## Work to be completed
In the records below, find each line with "Painted" and copy it.

Collected data entries

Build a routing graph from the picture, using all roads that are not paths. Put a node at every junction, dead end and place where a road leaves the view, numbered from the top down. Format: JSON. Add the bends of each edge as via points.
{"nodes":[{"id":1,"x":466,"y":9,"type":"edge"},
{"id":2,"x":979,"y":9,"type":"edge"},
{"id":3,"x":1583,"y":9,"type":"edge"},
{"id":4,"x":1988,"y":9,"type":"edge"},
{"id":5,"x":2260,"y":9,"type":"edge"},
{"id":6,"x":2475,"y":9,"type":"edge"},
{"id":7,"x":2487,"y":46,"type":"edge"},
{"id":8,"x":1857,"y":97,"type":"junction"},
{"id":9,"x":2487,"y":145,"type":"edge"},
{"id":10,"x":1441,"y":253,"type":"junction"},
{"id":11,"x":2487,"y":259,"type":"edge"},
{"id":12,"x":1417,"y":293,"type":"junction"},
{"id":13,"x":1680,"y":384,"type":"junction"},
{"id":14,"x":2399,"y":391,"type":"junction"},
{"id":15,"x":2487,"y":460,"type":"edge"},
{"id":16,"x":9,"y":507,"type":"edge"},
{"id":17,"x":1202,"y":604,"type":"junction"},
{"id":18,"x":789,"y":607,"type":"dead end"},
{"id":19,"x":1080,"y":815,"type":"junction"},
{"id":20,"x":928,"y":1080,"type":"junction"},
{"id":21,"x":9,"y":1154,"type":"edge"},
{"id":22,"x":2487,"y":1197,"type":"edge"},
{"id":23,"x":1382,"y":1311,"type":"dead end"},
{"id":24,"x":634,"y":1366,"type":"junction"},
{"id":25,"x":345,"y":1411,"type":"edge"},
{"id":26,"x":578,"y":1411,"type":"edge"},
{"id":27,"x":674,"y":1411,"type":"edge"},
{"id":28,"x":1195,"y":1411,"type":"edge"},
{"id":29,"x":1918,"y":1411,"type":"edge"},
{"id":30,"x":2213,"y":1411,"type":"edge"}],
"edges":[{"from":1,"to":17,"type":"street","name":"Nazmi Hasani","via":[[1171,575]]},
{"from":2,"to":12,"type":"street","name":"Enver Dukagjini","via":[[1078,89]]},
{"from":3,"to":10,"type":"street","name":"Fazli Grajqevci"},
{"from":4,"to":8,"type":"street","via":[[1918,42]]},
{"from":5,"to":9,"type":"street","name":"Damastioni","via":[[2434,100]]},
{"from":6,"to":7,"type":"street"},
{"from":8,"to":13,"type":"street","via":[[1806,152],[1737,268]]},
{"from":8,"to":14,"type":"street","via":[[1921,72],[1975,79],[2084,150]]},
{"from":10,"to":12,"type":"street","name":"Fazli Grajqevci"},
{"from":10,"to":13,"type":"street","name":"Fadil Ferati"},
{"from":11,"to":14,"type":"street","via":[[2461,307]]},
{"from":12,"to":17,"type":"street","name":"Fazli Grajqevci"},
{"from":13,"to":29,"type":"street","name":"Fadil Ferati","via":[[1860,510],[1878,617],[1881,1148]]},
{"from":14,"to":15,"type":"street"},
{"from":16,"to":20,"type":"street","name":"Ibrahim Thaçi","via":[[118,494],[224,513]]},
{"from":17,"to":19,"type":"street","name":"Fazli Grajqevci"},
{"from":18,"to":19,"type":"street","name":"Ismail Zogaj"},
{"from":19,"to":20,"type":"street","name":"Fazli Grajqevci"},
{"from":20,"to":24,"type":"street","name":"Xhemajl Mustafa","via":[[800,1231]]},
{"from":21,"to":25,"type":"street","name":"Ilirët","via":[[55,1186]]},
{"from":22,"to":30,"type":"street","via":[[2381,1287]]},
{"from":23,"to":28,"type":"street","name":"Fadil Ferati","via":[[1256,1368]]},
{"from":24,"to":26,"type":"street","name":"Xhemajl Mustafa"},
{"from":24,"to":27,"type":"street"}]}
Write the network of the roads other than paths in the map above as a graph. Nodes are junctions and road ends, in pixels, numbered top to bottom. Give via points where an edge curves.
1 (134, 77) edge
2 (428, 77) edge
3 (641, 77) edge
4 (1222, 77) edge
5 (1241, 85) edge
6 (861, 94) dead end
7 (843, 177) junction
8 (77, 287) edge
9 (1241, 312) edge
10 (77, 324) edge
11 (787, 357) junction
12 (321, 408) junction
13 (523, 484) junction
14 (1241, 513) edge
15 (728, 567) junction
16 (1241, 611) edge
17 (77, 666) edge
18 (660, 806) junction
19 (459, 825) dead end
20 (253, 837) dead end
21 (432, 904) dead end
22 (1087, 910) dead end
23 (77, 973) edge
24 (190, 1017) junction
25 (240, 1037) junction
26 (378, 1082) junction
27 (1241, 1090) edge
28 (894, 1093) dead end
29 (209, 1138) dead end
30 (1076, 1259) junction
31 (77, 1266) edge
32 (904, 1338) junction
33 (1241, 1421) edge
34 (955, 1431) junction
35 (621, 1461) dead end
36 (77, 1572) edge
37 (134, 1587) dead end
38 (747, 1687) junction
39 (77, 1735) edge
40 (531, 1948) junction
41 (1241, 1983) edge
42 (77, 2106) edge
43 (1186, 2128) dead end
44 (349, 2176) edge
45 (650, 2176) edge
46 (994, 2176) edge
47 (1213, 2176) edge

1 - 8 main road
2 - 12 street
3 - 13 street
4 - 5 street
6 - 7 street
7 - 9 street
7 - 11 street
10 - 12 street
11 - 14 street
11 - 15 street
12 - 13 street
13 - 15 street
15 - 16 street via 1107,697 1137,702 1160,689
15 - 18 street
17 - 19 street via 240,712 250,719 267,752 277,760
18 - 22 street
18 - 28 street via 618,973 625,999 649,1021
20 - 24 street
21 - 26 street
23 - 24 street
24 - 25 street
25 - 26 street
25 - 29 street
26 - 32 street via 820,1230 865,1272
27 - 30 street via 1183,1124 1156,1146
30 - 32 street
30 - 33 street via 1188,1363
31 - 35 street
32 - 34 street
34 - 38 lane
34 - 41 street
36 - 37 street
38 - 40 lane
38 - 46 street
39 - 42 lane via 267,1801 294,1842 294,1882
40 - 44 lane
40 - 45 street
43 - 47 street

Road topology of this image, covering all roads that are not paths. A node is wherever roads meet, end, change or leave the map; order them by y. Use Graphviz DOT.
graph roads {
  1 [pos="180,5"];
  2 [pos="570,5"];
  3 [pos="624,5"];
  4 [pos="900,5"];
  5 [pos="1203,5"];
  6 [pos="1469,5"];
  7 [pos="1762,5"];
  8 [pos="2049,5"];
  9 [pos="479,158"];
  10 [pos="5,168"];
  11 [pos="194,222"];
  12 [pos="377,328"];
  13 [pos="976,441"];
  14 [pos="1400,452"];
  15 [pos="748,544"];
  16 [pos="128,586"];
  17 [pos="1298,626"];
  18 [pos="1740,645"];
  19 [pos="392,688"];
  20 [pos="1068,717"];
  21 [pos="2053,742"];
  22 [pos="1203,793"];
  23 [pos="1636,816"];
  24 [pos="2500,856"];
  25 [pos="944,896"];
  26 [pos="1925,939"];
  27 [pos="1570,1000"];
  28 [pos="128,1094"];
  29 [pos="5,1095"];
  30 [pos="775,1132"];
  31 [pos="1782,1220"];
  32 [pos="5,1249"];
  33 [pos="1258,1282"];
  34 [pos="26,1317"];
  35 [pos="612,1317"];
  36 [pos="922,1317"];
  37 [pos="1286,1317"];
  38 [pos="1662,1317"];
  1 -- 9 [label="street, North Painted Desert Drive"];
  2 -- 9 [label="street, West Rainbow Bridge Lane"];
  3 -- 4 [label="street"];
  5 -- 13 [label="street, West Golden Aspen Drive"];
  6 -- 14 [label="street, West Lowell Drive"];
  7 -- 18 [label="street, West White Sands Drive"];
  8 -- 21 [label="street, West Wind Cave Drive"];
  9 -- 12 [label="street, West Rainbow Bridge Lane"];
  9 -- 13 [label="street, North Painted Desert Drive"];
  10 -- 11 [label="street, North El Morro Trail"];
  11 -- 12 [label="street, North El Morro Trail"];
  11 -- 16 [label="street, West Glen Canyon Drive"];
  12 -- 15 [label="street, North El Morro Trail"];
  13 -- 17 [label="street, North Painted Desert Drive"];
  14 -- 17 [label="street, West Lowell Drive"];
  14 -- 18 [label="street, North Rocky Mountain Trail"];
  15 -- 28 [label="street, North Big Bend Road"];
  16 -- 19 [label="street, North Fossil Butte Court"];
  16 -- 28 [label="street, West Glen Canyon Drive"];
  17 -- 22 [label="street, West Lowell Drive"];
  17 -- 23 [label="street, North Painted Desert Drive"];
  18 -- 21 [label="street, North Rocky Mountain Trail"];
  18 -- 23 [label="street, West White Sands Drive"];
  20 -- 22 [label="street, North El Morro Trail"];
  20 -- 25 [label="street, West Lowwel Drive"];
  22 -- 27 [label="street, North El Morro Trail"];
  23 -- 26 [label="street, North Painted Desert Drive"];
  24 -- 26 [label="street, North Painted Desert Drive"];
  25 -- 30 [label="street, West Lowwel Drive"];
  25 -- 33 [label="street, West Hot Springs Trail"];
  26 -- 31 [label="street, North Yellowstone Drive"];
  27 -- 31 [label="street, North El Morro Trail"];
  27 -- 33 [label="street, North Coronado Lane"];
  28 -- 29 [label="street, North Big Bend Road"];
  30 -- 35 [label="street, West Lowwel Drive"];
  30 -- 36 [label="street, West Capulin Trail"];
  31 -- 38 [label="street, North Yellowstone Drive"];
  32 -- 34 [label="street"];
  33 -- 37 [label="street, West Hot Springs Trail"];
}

## Output for this task
  1 -- 9 [label="street, North Painted Desert Drive"];
  9 -- 13 [label="street, North Painted Desert Drive"];
  13 -- 17 [label="street, North Painted Desert Drive"];
  17 -- 23 [label="street, North Painted Desert Drive"];
  23 -- 26 [label="street, North Painted Desert Drive"];
  24 -- 26 [label="street, North Painted Desert Drive"];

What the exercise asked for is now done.